Study: Ads must respond to social, economic trends
November 14, 2022
Findings from digital media measurement, data and analytics software platform DoubleVerify’s 2022 report, Four Fundamental Shifts in Advertising and Media, reveal the dynamic relationships between consumers, digital content, and advertising – arming stakeholders with the insights they need to make well-informed strategic decisions. Key takeaways include:
- Cost of living concerns drive ‘stay at home’ content consumption – particularly on CTV and social media – with most (55 per cent) consumers now spending more time-consuming content daily than they did pre-pandemic.
- Attention fuels media efficacy – two thirds (66 per cent) of respondents claimed an ad that captures their interest in the first five seconds will make them more likely to pay attention.
- Online shopping surges and is bolstered by a contextual approach – 54 per cent of respondents report buying more items online now than pre-pandemic, while 67 per cent are more likely to pay attention to an ad if it’s relevant to the content they’re viewing – such as reviews or gift ideas.
- Trust and shared values foster loyalty, but consumers are quick to judge – consumers are concerned about the spread of mis- and disinformation, and it shows – 61 per cent are even less likely to purchase/use a brand again if they see it advertised beside mis-/disinformation.
“This study highlights that consumer consumption habits are evolving in response to macro social and economic trends – from intensifying concerns about inflammatory or polarising content, to a continued shift in the platforms and channels consumers are turning to for content consumption,” said Mark Zagorski, CEO of DoubleVerify. “Brands must react to these changing habits to ensure they reach the right audiences as efficiently as possible and maximise their digital investments. As our research shows, with digital content consumption rising, there’s a clear opportunity to garner consumer attention and power campaign performance. To unlock this opportunity, brands must evolve their ad strategies – meeting their audiences where they consume content and focusing on contextually relevant, attention-grabbing ad placements that also safeguard their brand reputations.”
Consumer appetite for content continues to soar – led by CTV, streaming, and social
- Globally, most (55 per cent) consumers are spending more time each day consuming content now than they did pre-pandemic. In the UK, this is as high as 51 per cent. Inflation is a key driver here with almost half (45 per cent) of respondents noting the reason they’re spending more time-consuming digital content is because they are staying at home as a result of the rising cost of living.
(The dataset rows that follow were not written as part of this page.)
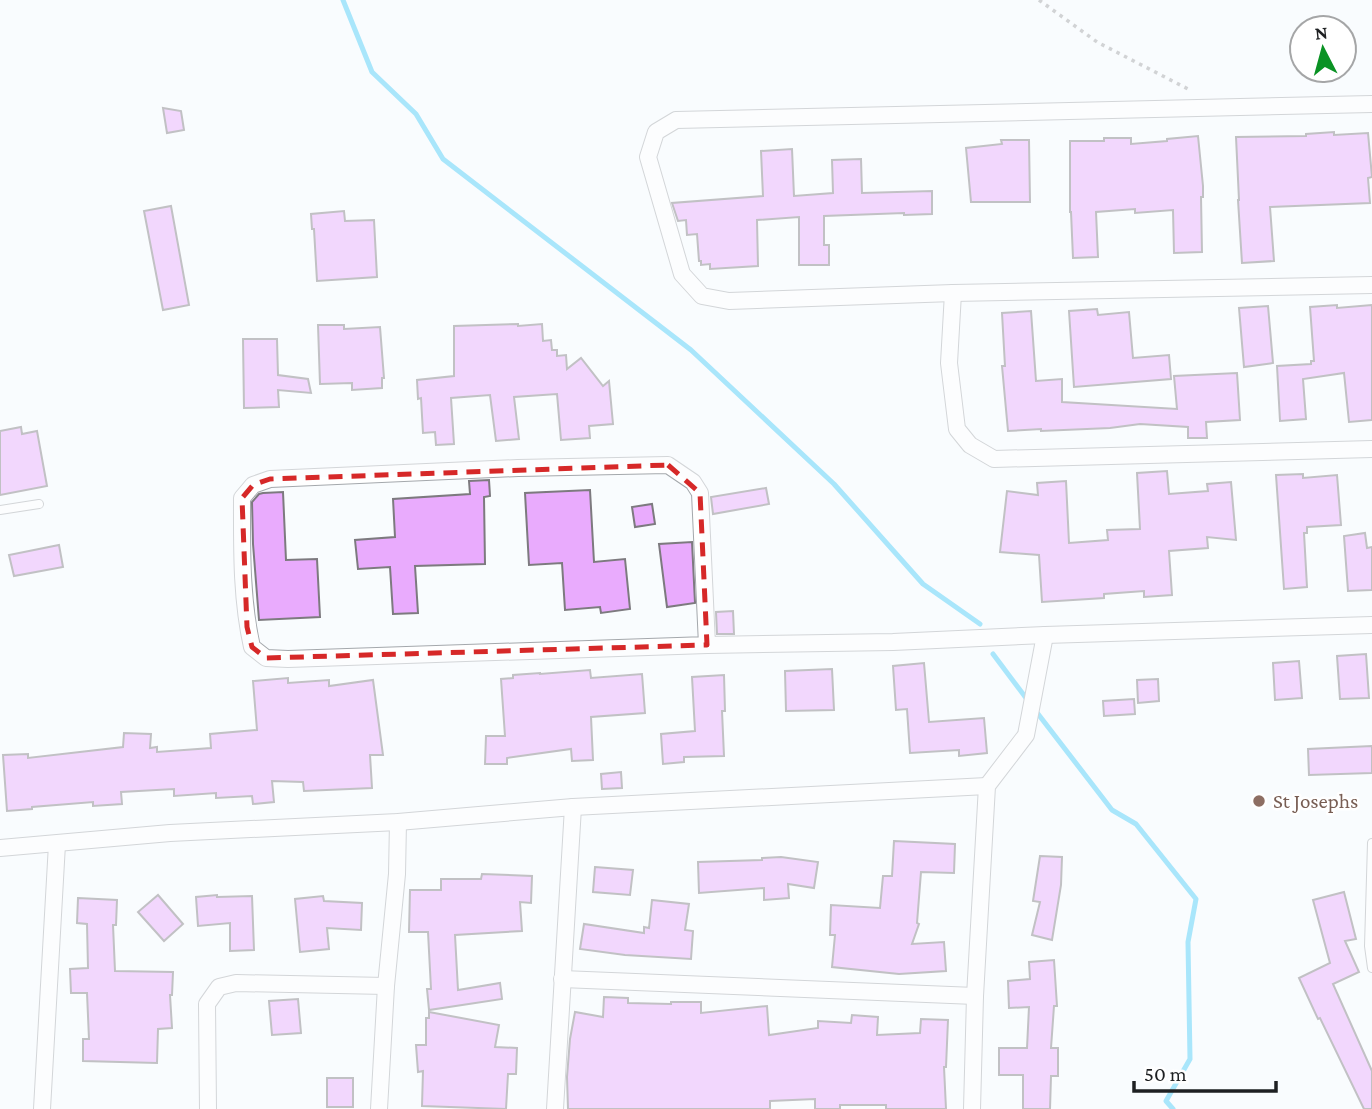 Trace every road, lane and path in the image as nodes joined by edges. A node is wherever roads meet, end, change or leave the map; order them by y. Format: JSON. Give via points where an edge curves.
{"nodes":[{"id":1,"x":1039,"y":0,"type":"edge"},
{"id":2,"x":1192,"y":91,"type":"dead end"},
{"id":3,"x":1372,"y":104,"type":"edge"},
{"id":4,"x":1372,"y":285,"type":"edge"},
{"id":5,"x":953,"y":293,"type":"junction"},
{"id":6,"x":1372,"y":449,"type":"edge"},
{"id":7,"x":38,"y":504,"type":"dead end"},
{"id":8,"x":0,"y":510,"type":"edge"},
{"id":9,"x":1372,"y":625,"type":"edge"},
{"id":10,"x":1045,"y":635,"type":"junction"},
{"id":11,"x":707,"y":645,"type":"junction"},
{"id":12,"x":988,"y":786,"type":"junction"},
{"id":13,"x":573,"y":807,"type":"junction"},
{"id":14,"x":398,"y":822,"type":"junction"},
{"id":15,"x":1372,"y":843,"type":"edge"},
{"id":16,"x":57,"y":844,"type":"junction"},
{"id":17,"x":0,"y":848,"type":"edge"},
{"id":18,"x":1372,"y":968,"type":"edge"},
{"id":19,"x":562,"y":979,"type":"junction"},
{"id":20,"x":386,"y":986,"type":"junction"},
{"id":21,"x":975,"y":996,"type":"junction"},
{"id":22,"x":42,"y":1109,"type":"edge"},
{"id":23,"x":208,"y":1109,"type":"edge"},
{"id":24,"x":379,"y":1109,"type":"edge"},
{"id":25,"x":555,"y":1109,"type":"edge"},
{"id":26,"x":972,"y":1109,"type":"edge"}],
"edges":[{"from":1,"to":2,"type":"path","via":[[1097,43]]},
{"from":3,"to":5,"type":"street","via":[[676,120],[656,132],[648,157],[682,274],[702,296],[729,301]]},
{"from":4,"to":5,"type":"street"},
{"from":5,"to":6,"type":"street","via":[[949,363],[957,429],[970,445],[994,459]]},
{"from":7,"to":8,"type":"lane"},
{"from":9,"to":10,"type":"street"},
{"from":10,"to":11,"type":"street"},
{"from":10,"to":12,"type":"street","via":[[1026,735]]},
{"from":11,"to":11,"type":"street","via":[[267,658],[252,647],[247,627],[242,498],[253,485],[271,479],[668,466],[692,481],[700,493]]},
{"from":12,"to":13,"type":"street"},
{"from":12,"to":21,"type":"street"},
{"from":13,"to":14,"type":"street"},
{"from":13,"to":19,"type":"street"},
{"from":14,"to":16,"type":"street","via":[[170,833]]},
{"from":14,"to":20,"type":"street"},
{"from":15,"to":18,"type":"lane"},
{"from":16,"to":17,"type":"street"},
{"from":16,"to":22,"type":"street"},
{"from":19,"to":21,"type":"street"},
{"from":19,"to":25,"type":"street"},
{"from":20,"to":23,"type":"street","via":[[236,983],[219,987],[206,1004]]},
{"from":20,"to":24,"type":"street"},
{"from":21,"to":26,"type":"street"}]}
- CTV (Connected TV) and streaming services have clear momentum, with 55 per cent of respondents both in the UK and globally having subscribed to additional services in the past 12 months. Meanwhile, globally, 27 per cent expect to spend more time on social media in the year ahead—peaking at 41 per cent among 18–24-year-olds.
- With costs under consumer scrutiny and digital content consumption rising, ad-supported content represents a growing opportunity for advertisers, with 59 per cent open to ad-supported video streaming apps if it cuts prices.
Brands must address attention fragmentation – or risk losing consumers
Survey respondents reported that they believe they see between one and 50 ads per day— – stimates suggest the true average figure is at least 4,000.
- Where an ad appears determines its impact, according to consumers. YouTube dominates as the number one proprietary platform for securing the attention of respondents in 15 out of 18 countries surveyed, followed by Facebook (39 per cent) and Instagram (28 per cent). Newer platforms continue to attract consumer time and engagement. TikTok is rapidly growing, and 43 per cent of 18–24-year-olds report they plan on spending more time in the app over the next 12 months.
- Timing is essential with two thirds (66 per cent) stating that they are more likely to pay attention if an ad captures their interest in the first five seconds.
Shopping’s digital maturity presents a new opportunity for brands to make an impact
- Online shopping continues to grow as most consumers (54 per cent) both in the UK and globally report buying more items online now than they did pre-pandemic.
- Pre-purchase habits are also evolving, with over half (53 per cent) highlighting they use digital content to inform planned purchases more often than they did before the pandemic—in the UK, this is a notable 48 per cent. With two thirds (67 per cent) of consumers saying they are more likely to pay attention to an ad if it’s relevant to the content they’re looking at—like reviews or gift ideas. This reinforces the importance of contextually relevant ad placements.
Brand values are key as consumers reward action against inflammatory content, mis-/dis-information
- Likely exacerbated by polarised news and opinions, the majority of survey respondents (68 per cent) are concerned that levels of mis/disinformation are increasing—and brands must be conscious of ad adjacency. In fact, 61 per cent would be less likely to purchase/use the brand again if they saw it advertised next to content that they determined to be mis-/dis-information. In the UK this is 59 per cent.
- The majority of survey respondents (82 per cent) state they have been exposed at some point to mis-/dis-information on social media.
- Brand action on mis-/dis-information will be rewarded with trust from consumers. The majority (69 per cent) value brands that actively fight against mis-/dis-information and the same number (69 per cent) state that companies that are genuine and authentic appeal to them.